We reject Pullman's argument, adopted by the dissent, that RPAPL 711(1) requires judicial scrutiny of the basis for this tenant's ejectment. This case is governed by the holding of the Court of Appeals in Matter of Levandusky v One Fifth Ave. Apt. Corp. (75 NY2d 530, 537-538), which applied the "business judgment rule" to explicitly "prohibit[] judicial inquiry into actions of corporate directors `taken in good faith and in the exercise of honest judgment in the lawful and legitimate furtherance of corporate purposes.' (Auerbach v Bennett, 47 NY2d 619, 629, supra.)" Levandusky generally prohibits judicial scrutiny of the actions of the board of directors, and its holding insulates the determination of this co-op board from judicial review. The board's action here was premised upon the unanimous vote of a supermajority of the shareholders at a duly called meeting. It terminated the defendant's lease for breach of a provision requiring that shareholders not engage in "objectionable conduct," inimical to the welfare of the cooperative community.
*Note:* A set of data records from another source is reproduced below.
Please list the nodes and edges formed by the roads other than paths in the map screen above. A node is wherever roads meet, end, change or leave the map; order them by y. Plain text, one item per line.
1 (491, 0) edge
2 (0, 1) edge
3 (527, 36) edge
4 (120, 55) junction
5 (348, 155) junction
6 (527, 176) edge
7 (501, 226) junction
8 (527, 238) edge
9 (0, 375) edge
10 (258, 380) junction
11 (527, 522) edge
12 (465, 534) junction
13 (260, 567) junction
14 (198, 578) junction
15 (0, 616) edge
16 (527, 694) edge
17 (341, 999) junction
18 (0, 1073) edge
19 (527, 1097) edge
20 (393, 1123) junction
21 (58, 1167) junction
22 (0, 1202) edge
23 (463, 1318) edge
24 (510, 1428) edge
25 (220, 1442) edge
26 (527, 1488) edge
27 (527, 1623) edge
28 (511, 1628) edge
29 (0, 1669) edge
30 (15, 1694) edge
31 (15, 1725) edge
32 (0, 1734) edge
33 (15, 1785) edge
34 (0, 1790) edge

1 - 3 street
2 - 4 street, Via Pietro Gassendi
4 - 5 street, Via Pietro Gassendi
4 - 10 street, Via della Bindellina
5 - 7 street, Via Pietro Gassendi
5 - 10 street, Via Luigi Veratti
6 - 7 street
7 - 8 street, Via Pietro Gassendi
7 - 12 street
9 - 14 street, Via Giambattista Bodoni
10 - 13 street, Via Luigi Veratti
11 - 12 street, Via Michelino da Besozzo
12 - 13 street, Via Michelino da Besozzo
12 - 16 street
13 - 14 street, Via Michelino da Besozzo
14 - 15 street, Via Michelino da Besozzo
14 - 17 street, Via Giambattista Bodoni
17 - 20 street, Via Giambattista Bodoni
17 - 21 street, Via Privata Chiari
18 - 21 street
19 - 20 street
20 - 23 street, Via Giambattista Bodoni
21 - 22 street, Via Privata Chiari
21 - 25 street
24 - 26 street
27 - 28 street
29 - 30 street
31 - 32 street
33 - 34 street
The dissent argues that the Levandusky rule should not apply in this case because the defendant-tenant faces the loss of his home. However, the defendant, as did all the other shareholders, agreed to just such a sanction when he purchased shares in a cooperative. By doing so, Pullman voluntarily "agree[d] to submit to the decisionmaking authority of [the] cooperative board" (Levandusky, supra at 536). Prior to his purchase, Pullman was aware of the restrictions on his behavior and limitations on the ownership of his shares, and, nonetheless chose to buy his apartment. Pursuant to the Court of Appeals holding in Levandusky, "would-be apartment owners must generally acquiesce [to] a governing board[`s] * * * significant[] restrict[ion] [of] the bundle of rights a property owner normally enjoys" (id.). Any other result would undermine the purpose of this unique form of shareholder-lease, in which the paramount interest of the board of directors is the welfare of the "entire community of residents in an environment managed by the board for the common benefit" (id. at 537).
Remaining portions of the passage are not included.